Typhoid Mary and Minority Report

The premise of “Minority Report” (a dystopian science fiction story by Phillip K. Dick (1956), made into a film (2002) and a television series (2015)) is “predictive policing” that allows authorities to forecast who will commit a crime. The “pre-offender” is preventatively detained or killed before any crime has actually taken place. Mary Mallon, better known as “Typhoid Mary” was an asymptomatic carrier of the typhoid fever bacillus whose unfortunate choice of occupation was to be a cook. Epidemiologists tracked her down, but she escaped surveillance, changed her name and again took up the only trade she knew. Repeatedly located by investigators who tracked down the shared source of multiple infections, she was eventually confined against her will with no prospect of release [113]. Finding and acting to prevent contagion from Typhoid Mary saved lives and reduced a significant local burden of enteric disease, even though it compromised her civil rights. The molecular version of “Minority Report” would be to prospectively identify Typhoid Mary rather than relying on reactive surveillance to follow the trail of disease backwards to find its source.

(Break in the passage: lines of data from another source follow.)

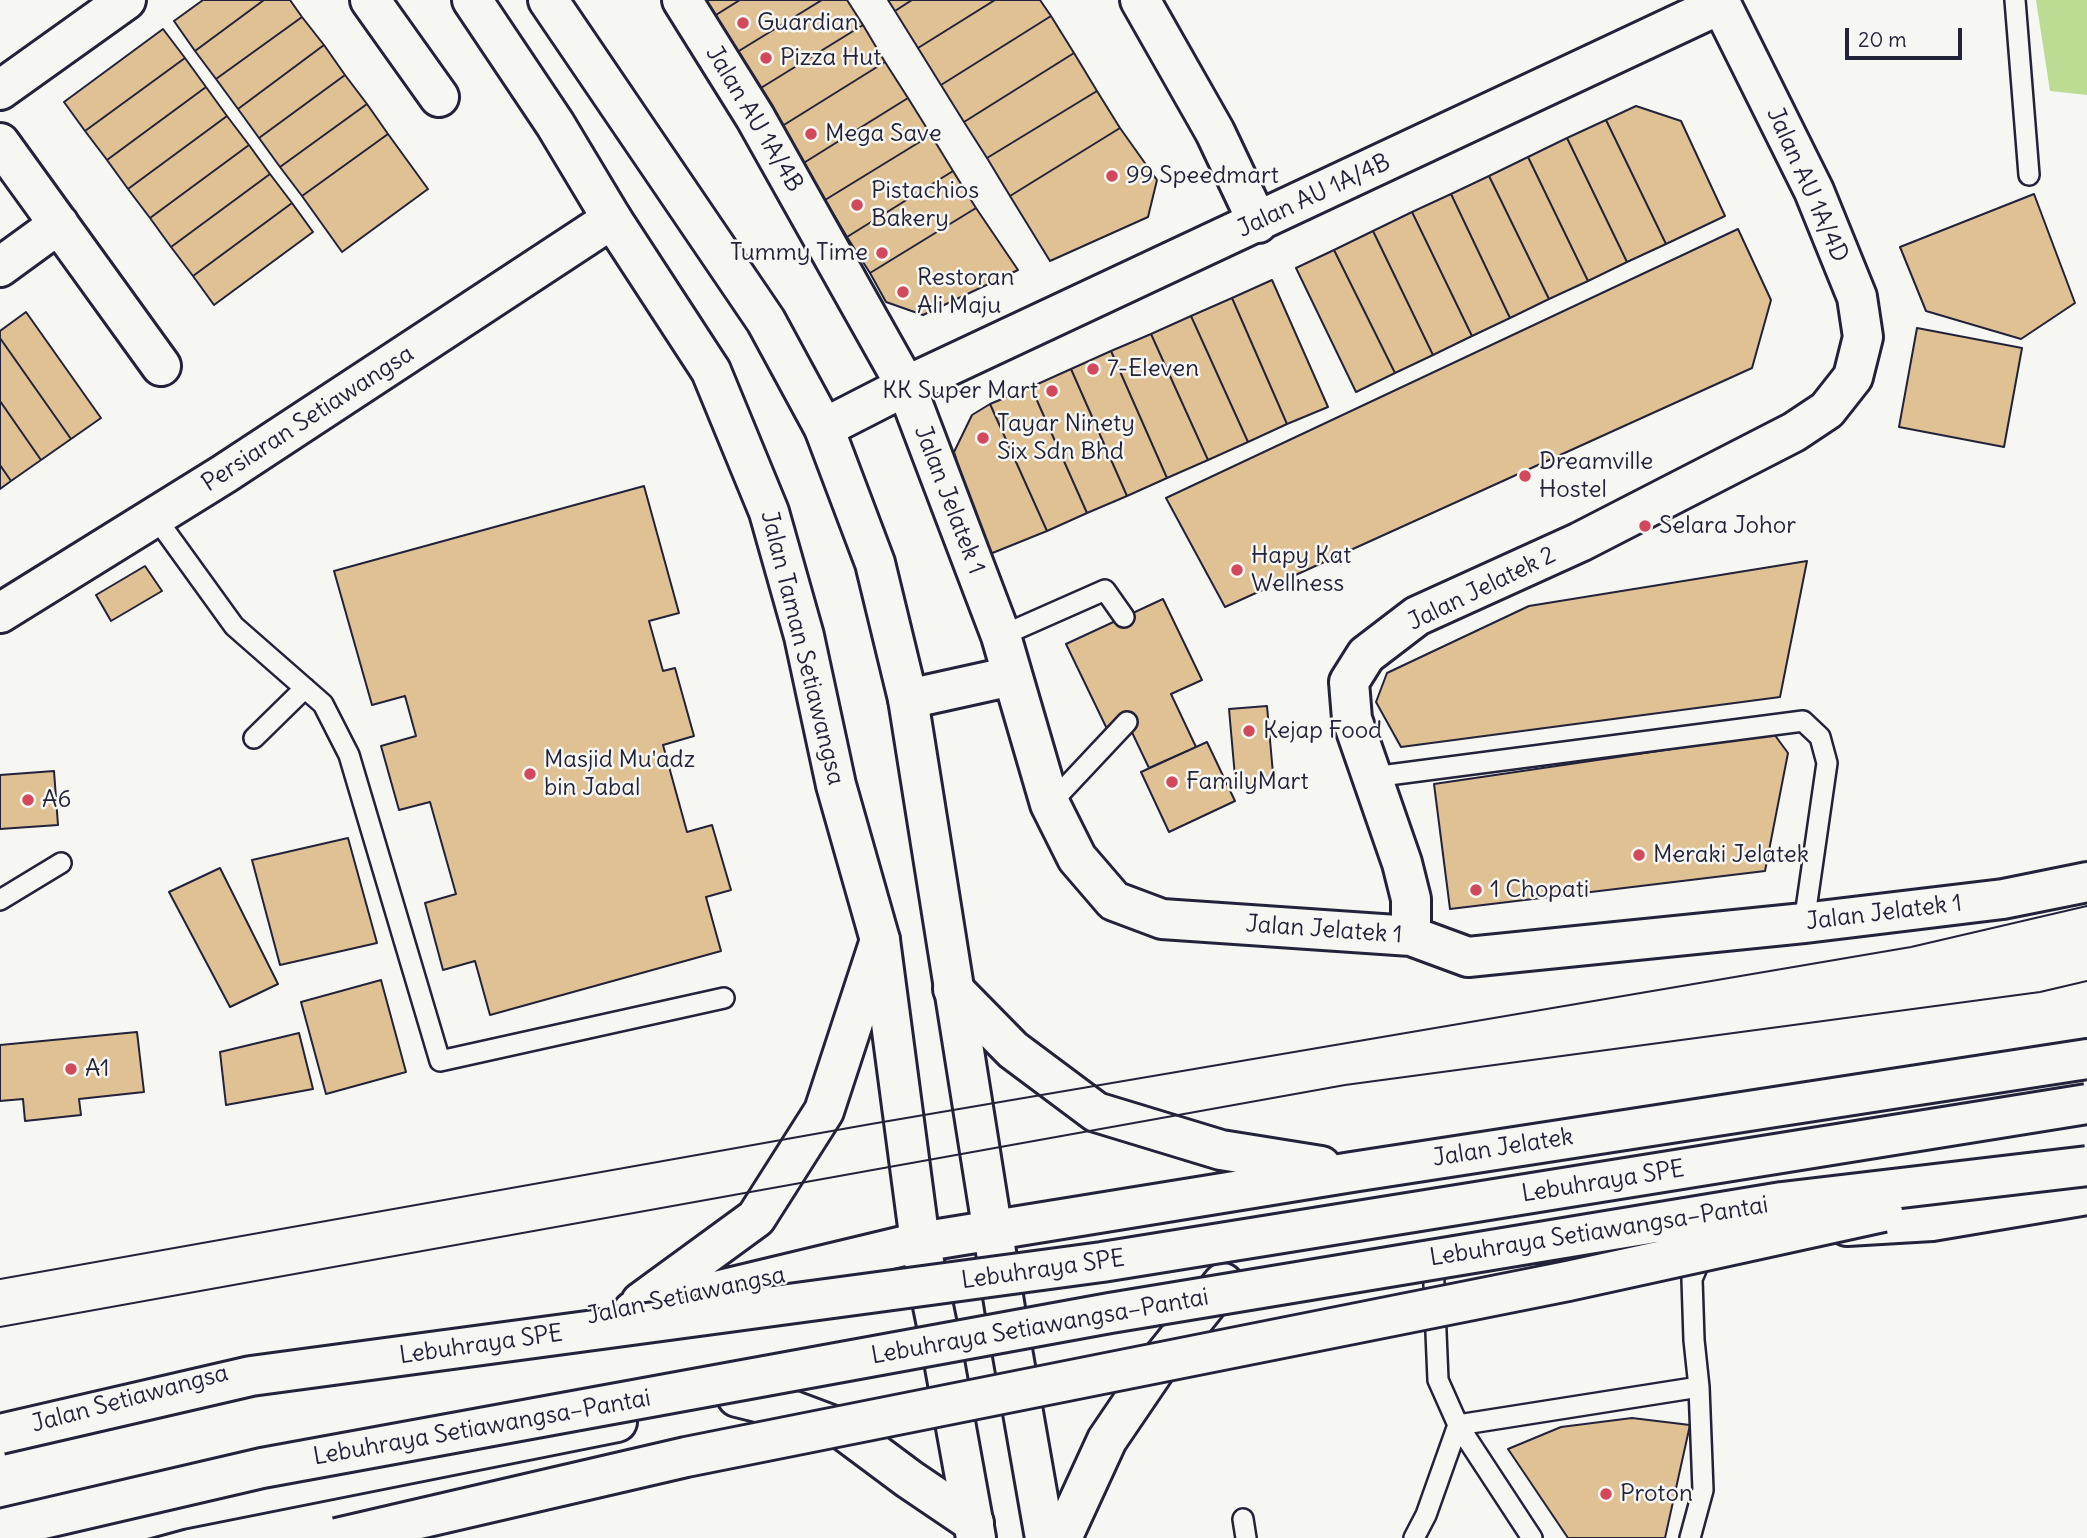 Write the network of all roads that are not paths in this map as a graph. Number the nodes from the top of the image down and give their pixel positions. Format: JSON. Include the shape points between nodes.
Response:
{"nodes":[{"id":1,"x":126,"y":0,"type":"edge"},
{"id":2,"x":370,"y":0,"type":"edge"},
{"id":3,"x":472,"y":0,"type":"edge"},
{"id":4,"x":548,"y":0,"type":"edge"},
{"id":5,"x":682,"y":0,"type":"edge"},
{"id":6,"x":1140,"y":0,"type":"edge"},
{"id":7,"x":2015,"y":0,"type":"edge"},
{"id":8,"x":1720,"y":2,"type":"edge"},
{"id":9,"x":0,"y":90,"type":"edge"},
{"id":10,"x":439,"y":97,"type":"dead end"},
{"id":11,"x":0,"y":143,"type":"edge"},
{"id":12,"x":2029,"y":175,"type":"dead end"},
{"id":13,"x":612,"y":219,"type":"junction"},
{"id":14,"x":1258,"y":223,"type":"junction"},
{"id":15,"x":59,"y":224,"type":"junction"},
{"id":16,"x":0,"y":267,"type":"edge"},
{"id":17,"x":161,"y":366,"type":"dead end"},
{"id":18,"x":1853,"y":377,"type":"joint"},
{"id":19,"x":906,"y":386,"type":"junction"},
{"id":20,"x":824,"y":428,"type":"junction"},
{"id":21,"x":156,"y":518,"type":"junction"},
{"id":22,"x":0,"y":612,"type":"edge"},
{"id":23,"x":1124,"y":617,"type":"dead end"},
{"id":24,"x":1001,"y":636,"type":"junction"},
{"id":25,"x":1012,"y":676,"type":"junction"},
{"id":26,"x":305,"y":688,"type":"junction"},
{"id":27,"x":908,"y":699,"type":"junction"},
{"id":28,"x":1127,"y":722,"type":"dead end"},
{"id":29,"x":254,"y":738,"type":"dead end"},
{"id":30,"x":1373,"y":777,"type":"junction"},
{"id":31,"x":1050,"y":804,"type":"junction"},
{"id":32,"x":61,"y":863,"type":"dead end"},
{"id":33,"x":2087,"y":881,"type":"edge"},
{"id":34,"x":0,"y":900,"type":"edge"},
{"id":35,"x":1804,"y":923,"type":"junction"},
{"id":36,"x":1411,"y":936,"type":"junction"},
{"id":37,"x":880,"y":940,"type":"junction"},
{"id":38,"x":953,"y":989,"type":"junction"},
{"id":39,"x":724,"y":998,"type":"dead end"},
{"id":40,"x":2087,"y":1059,"type":"edge"},
{"id":41,"x":2087,"y":1104,"type":"edge"},
{"id":42,"x":2087,"y":1167,"type":"edge"},
{"id":43,"x":1352,"y":1171,"type":"junction"},
{"id":44,"x":2087,"y":1195,"type":"edge"},
{"id":45,"x":992,"y":1231,"type":"junction"},
{"id":46,"x":1710,"y":1235,"type":"junction"},
{"id":47,"x":920,"y":1242,"type":"junction"},
{"id":48,"x":1433,"y":1261,"type":"junction"},
{"id":49,"x":1223,"y":1283,"type":"junction"},
{"id":50,"x":628,"y":1312,"type":"junction"},
{"id":51,"x":1007,"y":1321,"type":"junction"},
{"id":52,"x":942,"y":1350,"type":"junction"},
{"id":53,"x":251,"y":1376,"type":"junction"},
{"id":54,"x":1699,"y":1387,"type":"junction"},
{"id":55,"x":737,"y":1397,"type":"junction"},
{"id":56,"x":0,"y":1407,"type":"edge"},
{"id":57,"x":1458,"y":1425,"type":"junction"},
{"id":58,"x":0,"y":1434,"type":"edge"},
{"id":59,"x":0,"y":1528,"type":"edge"},
{"id":60,"x":975,"y":1531,"type":"edge"},
{"id":61,"x":75,"y":1538,"type":"edge"},
{"id":62,"x":337,"y":1538,"type":"edge"},
{"id":63,"x":1045,"y":1538,"type":"edge"},
{"id":64,"x":1062,"y":1538,"type":"edge"},
{"id":65,"x":1414,"y":1538,"type":"edge"},
{"id":66,"x":1532,"y":1538,"type":"edge"},
{"id":67,"x":1690,"y":1538,"type":"edge"}],
"edges":[{"from":1,"to":9,"type":"main road"},
{"from":2,"to":10,"type":"main road"},
{"from":3,"to":13,"type":"main road","name":"Jalan Taman Setiawangsa"},
{"from":4,"to":20,"type":"main road","via":[[766,321]]},
{"from":5,"to":19,"type":"main road","name":"Jalan AU 1A/4B","via":[[755,117]]},
{"from":6,"to":14,"type":"main road","via":[[1214,132]]},
{"from":7,"to":12,"type":"lane"},
{"from":8,"to":14,"type":"main road","name":"Jalan AU 1A/4B"},
{"from":8,"to":18,"type":"main road","name":"Jalan AU 1A/4D","via":[[1814,191],[1857,297],[1863,337]]},
{"from":11,"to":15,"type":"main road"},
{"from":13,"to":21,"type":"main road","name":"Persiaran Setiawangsa"},
{"from":13,"to":37,"type":"main road","name":"Jalan Taman Setiawangsa","via":[[710,371],[769,512],[804,636],[836,785]]},
{"from":14,"to":19,"type":"main road","name":"Jalan AU 1A/4B"},
{"from":15,"to":16,"type":"main road"},
{"from":15,"to":17,"type":"main road"},
{"from":18,"to":30,"type":"main road","name":"Jalan Jelatek 2","via":[[1827,410],[1794,432],[1580,542],[1417,616],[1366,655],[1349,682],[1352,719]]},
{"from":19,"to":20,"type":"main road","name":"Jalan AU 1A/4B"},
{"from":19,"to":24,"type":"main road","name":"Jalan Jelatek 1"},
{"from":20,"to":27,"type":"main road","via":[[875,563]]},
{"from":21,"to":22,"type":"main road","name":"Persiaran Setiawangsa"},
{"from":21,"to":26,"type":"lane","via":[[234,626]]},
{"from":23,"to":24,"type":"lane","via":[[1105,590]]},
{"from":24,"to":25,"type":"main road","name":"Jalan Jelatek 1"},
{"from":25,"to":27,"type":"main road"},
{"from":25,"to":31,"type":"main road","name":"Jalan Jelatek 1"},
{"from":26,"to":29,"type":"lane"},
{"from":26,"to":39,"type":"lane","via":[[323,704],[349,755],[440,1061]]},
{"from":27,"to":38,"type":"main road"},
{"from":28,"to":31,"type":"lane"},
{"from":30,"to":35,"type":"lane","via":[[1803,721],[1821,737],[1827,763]]},
{"from":30,"to":36,"type":"main road","name":"Jalan Jelatek 2","via":[[1402,863],[1410,898]]},
{"from":31,"to":36,"type":"main road","name":"Jalan Jelatek 1","via":[[1077,858],[1114,901],[1162,919]]},
{"from":32,"to":34,"type":"lane"},
{"from":33,"to":35,"type":"main road","name":"Jalan Jelatek 1","via":[[2003,899]]},
{"from":35,"to":36,"type":"main road","name":"Jalan Jelatek 1","via":[[1468,957]]},
{"from":37,"to":47,"type":"main road","name":"Jalan Taman Setiawangsa"},
{"from":37,"to":50,"type":"main road","via":[[824,1111],[756,1218]]},
{"from":38,"to":43,"type":"main road","via":[[1013,1050],[1096,1112],[1221,1150]]},
{"from":38,"to":45,"type":"main road"},
{"from":40,"to":43,"type":"main road","name":"Jalan Jelatek"},
{"from":41,"to":53,"type":"main road","name":"Lebuhraya SPE","bridge":true,"via":[[1102,1262]]},
{"from":42,"to":59,"type":"main road","name":"Lebuhraya Setiawangsa–Pantai","bridge":true,"via":[[1782,1202],[1110,1313],[262,1468]]},
{"from":42,"to":62,"type":"main road","bridge":true,"via":[[1567,1281],[686,1457]]},
{"from":43,"to":45,"type":"main road","name":"Jalan Jelatek"},
{"from":44,"to":46,"type":"main road","via":[[1932,1220]]},
{"from":45,"to":47,"type":"main road","name":"Jalan Jelatek"},
{"from":45,"to":51,"type":"main road"},
{"from":46,"to":48,"type":"main road"},
{"from":46,"to":54,"type":"lane","via":[[1692,1279]]},
{"from":47,"to":50,"type":"main road","name":"Jalan Setiawangsa"},
{"from":47,"to":52,"type":"main road","name":"Jalan Taman Setiawangsa"},
{"from":48,"to":49,"type":"main road"},
{"from":48,"to":57,"type":"lane","via":[[1438,1380]]},
{"from":49,"to":51,"type":"main road"},
{"from":49,"to":64,"type":"main road","via":[[1107,1440]]},
{"from":50,"to":58,"type":"main road","name":"Jalan Setiawangsa","via":[[423,1345],[274,1360]]},
{"from":51,"to":52,"type":"main road"},
{"from":51,"to":63,"type":"main road"},
{"from":52,"to":55,"type":"main road"},
{"from":52,"to":60,"type":"main road","name":"Jalan Taman Setiawangsa"},
{"from":53,"to":56,"type":"main road","bridge":true},
{"from":53,"to":58,"type":"main road","name":"Lebuhraya SPE","bridge":true},
{"from":54,"to":57,"type":"lane"},
{"from":54,"to":67,"type":"lane","via":[[1703,1490]]},
{"from":55,"to":60,"type":"main road","via":[[842,1429]]},
{"from":55,"to":61,"type":"main road","via":[[181,1509]]},
{"from":57,"to":65,"type":"lane"},
{"from":57,"to":66,"type":"lane"}]}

Typhoid Mary is a singular and extreme case. It is also a century old. The moral calculus has not changed with more recent cases although the information-dissemination and decision-making machinery has, and not always for the better [114, 115]. By considering the role that information plays in more recent cases we try to consider how better and different information may inform future public health policies. Anticipated technical advances to prospectively screen carriers of transmissible disease universalize this possibility which is both an opportunity or a threat. This commentary article discusses enabling technologies and also considers implications for both public health and private rights.